Extracted records:
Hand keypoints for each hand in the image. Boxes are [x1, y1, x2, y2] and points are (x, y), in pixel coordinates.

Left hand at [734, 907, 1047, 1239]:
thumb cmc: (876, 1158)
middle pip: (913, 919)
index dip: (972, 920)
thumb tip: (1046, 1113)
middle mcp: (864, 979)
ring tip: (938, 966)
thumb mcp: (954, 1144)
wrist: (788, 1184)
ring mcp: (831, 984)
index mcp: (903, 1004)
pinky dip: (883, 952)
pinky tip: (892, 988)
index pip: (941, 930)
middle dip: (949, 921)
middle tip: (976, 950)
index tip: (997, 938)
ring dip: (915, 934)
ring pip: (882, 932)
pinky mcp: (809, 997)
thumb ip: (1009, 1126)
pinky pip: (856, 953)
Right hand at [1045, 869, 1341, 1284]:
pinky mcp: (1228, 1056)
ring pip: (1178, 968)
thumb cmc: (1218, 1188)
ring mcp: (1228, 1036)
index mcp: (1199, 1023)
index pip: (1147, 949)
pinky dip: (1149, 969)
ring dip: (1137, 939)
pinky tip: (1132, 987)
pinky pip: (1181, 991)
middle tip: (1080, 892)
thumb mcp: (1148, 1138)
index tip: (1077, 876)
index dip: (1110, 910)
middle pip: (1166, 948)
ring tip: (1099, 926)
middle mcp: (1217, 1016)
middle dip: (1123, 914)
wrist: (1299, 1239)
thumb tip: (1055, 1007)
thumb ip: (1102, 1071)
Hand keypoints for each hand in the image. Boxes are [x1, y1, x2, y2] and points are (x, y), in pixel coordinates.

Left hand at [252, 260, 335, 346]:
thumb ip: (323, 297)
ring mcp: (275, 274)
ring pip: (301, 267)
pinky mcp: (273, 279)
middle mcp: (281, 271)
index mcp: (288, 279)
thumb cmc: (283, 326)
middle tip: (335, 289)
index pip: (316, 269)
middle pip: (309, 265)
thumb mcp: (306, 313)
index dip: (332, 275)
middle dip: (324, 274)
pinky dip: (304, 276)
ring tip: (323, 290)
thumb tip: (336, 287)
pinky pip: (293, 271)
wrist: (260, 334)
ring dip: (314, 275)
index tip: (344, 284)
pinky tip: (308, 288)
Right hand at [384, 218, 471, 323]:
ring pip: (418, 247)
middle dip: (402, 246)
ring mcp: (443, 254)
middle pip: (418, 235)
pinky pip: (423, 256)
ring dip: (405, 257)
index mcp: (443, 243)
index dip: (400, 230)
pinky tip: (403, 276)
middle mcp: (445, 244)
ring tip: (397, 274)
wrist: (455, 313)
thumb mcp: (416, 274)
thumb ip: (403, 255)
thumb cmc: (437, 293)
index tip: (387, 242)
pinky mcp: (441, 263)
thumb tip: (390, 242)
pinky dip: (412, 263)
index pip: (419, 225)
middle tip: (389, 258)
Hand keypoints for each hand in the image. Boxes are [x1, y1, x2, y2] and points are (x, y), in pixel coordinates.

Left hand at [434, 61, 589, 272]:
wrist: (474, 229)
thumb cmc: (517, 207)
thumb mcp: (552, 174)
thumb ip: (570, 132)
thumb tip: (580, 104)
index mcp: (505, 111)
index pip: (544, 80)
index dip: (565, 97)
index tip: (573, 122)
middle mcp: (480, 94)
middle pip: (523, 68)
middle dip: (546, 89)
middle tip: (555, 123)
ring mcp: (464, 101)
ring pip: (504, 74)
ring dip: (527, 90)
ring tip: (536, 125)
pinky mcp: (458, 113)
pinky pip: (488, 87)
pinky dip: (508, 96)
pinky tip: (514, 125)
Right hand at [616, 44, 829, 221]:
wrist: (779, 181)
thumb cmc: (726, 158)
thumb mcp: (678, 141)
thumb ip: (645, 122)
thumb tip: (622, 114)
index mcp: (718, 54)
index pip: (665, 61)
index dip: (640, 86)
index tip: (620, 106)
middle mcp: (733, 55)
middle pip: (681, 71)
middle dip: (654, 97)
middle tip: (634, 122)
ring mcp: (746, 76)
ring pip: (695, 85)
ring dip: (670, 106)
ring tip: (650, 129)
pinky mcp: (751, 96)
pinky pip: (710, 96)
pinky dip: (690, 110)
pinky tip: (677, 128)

Problem to solve: From the data above, output only the lines between the line containing "pinky pip: (423, 256)" and the line containing "middle tip: (389, 258)", inclusive, exactly as written.

Answer space:
pinky pip: (423, 256)
ring dip: (405, 257)
index mcp: (443, 243)
index dip: (400, 230)
pinky tip: (403, 276)
middle mcp: (445, 244)
ring tip: (397, 274)
wrist: (455, 313)
thumb mcp: (416, 274)
thumb ip: (403, 255)
thumb cmc: (437, 293)
index tip: (387, 242)
pinky mcp: (441, 263)
thumb tip: (390, 242)
pinky dip: (412, 263)
index pip: (419, 225)
middle tip: (389, 258)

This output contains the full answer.